+++ RECORDS TO PROCESS +++

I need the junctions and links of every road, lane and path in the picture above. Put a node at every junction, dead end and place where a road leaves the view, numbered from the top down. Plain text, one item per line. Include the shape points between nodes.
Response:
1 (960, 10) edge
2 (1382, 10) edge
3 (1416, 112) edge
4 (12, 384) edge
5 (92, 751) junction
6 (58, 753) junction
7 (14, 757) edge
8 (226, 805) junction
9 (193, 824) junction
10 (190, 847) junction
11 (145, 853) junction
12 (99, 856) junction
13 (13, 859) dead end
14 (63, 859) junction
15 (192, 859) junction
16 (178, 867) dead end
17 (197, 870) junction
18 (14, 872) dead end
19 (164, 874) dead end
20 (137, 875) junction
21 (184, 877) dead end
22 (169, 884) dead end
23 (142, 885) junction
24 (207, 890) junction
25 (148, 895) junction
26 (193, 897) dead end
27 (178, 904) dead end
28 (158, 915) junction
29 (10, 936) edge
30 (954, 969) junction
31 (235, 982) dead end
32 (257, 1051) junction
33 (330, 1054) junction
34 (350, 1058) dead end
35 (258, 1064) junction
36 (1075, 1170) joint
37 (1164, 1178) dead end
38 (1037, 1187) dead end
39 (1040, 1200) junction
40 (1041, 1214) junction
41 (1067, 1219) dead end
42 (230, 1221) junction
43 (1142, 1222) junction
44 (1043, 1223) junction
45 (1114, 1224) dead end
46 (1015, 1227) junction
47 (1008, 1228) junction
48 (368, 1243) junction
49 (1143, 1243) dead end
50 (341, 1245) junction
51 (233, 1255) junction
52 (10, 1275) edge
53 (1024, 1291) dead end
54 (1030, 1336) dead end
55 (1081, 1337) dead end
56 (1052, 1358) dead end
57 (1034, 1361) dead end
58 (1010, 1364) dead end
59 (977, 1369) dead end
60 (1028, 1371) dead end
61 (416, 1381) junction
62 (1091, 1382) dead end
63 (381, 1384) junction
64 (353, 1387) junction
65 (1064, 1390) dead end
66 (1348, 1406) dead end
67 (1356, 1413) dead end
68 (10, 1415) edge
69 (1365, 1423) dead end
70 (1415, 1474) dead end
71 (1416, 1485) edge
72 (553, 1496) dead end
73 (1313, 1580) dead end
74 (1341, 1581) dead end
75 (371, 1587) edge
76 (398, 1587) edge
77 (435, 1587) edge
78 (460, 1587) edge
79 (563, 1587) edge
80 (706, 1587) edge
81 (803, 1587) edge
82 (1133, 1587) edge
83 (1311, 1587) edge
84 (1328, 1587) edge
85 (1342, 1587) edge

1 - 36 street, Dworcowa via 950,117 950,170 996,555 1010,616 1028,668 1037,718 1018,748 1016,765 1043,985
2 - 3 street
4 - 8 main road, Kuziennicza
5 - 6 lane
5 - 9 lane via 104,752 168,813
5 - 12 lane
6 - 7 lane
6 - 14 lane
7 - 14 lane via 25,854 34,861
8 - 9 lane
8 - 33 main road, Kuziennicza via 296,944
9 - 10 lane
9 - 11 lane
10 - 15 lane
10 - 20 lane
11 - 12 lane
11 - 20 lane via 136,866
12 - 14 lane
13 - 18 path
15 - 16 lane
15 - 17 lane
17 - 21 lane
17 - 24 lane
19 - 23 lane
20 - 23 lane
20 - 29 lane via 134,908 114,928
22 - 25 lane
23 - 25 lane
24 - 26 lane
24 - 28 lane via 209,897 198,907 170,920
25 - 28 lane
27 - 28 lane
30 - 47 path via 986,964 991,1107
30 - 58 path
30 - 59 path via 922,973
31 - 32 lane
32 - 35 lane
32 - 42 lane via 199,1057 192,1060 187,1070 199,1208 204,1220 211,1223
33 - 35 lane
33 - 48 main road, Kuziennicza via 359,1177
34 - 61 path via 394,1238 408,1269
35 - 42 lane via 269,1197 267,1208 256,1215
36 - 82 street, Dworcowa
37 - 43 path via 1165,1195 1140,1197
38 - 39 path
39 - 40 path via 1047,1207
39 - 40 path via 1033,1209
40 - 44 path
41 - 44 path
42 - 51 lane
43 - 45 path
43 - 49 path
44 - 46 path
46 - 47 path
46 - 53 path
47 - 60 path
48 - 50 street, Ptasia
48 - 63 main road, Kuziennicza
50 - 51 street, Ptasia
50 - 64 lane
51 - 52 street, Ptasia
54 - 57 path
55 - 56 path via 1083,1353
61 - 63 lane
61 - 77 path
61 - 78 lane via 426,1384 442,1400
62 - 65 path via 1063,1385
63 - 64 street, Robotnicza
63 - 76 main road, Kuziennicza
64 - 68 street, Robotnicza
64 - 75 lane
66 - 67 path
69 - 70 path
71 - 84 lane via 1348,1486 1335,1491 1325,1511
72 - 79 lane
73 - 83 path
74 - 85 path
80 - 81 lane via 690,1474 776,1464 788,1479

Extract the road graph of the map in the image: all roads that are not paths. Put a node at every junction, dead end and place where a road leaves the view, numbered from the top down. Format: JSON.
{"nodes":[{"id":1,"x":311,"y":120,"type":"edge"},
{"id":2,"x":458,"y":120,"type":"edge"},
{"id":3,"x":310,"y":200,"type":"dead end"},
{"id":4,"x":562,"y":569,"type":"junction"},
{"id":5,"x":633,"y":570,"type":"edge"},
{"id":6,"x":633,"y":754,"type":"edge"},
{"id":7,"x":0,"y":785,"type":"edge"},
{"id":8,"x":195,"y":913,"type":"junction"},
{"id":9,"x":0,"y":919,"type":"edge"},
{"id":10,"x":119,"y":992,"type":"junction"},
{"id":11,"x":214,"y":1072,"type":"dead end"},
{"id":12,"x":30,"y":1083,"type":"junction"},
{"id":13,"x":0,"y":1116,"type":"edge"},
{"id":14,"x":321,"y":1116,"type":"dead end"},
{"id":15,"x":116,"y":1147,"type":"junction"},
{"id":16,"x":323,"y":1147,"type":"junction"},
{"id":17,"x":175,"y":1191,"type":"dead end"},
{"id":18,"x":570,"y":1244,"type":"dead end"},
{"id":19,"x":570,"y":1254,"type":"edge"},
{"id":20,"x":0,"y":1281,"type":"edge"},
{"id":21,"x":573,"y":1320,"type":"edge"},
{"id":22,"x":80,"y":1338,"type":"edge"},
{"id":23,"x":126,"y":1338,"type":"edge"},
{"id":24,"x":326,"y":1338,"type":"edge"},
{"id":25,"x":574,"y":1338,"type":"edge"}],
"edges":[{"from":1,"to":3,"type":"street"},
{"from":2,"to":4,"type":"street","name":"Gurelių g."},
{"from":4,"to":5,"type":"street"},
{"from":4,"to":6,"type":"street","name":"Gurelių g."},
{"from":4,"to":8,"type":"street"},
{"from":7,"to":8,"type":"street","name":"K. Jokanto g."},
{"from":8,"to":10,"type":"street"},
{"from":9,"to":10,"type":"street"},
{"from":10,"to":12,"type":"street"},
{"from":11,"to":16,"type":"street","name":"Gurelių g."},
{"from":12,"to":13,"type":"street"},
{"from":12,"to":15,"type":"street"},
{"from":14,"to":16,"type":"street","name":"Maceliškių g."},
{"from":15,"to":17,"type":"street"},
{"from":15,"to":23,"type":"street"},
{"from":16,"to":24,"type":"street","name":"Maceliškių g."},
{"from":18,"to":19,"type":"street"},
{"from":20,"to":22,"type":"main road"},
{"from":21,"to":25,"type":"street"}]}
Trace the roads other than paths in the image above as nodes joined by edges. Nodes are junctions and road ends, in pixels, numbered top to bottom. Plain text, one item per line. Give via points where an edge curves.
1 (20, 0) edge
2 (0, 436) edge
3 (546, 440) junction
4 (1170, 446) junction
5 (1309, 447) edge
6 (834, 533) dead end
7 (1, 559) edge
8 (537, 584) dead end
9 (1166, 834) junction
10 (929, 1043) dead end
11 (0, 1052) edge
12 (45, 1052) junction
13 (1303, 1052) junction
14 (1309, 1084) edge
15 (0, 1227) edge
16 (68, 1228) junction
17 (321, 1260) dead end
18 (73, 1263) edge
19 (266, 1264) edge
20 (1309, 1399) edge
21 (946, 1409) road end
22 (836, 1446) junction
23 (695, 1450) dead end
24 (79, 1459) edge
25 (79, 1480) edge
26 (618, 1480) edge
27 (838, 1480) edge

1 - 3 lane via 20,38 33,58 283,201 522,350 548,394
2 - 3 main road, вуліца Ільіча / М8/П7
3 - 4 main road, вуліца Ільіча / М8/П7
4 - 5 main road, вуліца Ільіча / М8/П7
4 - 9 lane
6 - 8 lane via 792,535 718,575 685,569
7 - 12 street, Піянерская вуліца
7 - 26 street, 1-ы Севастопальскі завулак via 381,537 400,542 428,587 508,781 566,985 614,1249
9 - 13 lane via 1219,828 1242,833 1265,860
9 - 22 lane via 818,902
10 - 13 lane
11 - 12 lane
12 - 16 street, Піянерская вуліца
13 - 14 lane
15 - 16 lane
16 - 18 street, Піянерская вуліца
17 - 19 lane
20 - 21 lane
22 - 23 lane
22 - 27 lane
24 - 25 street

+++

§ TASK DESCRIPTION: When the word "Maceliškių" appears in a line of the listing, pull that line out.

§ SOLUTION BELOW:
{"from":14,"to":16,"type":"street","name":"Maceliškių g."},
{"from":16,"to":24,"type":"street","name":"Maceliškių g."},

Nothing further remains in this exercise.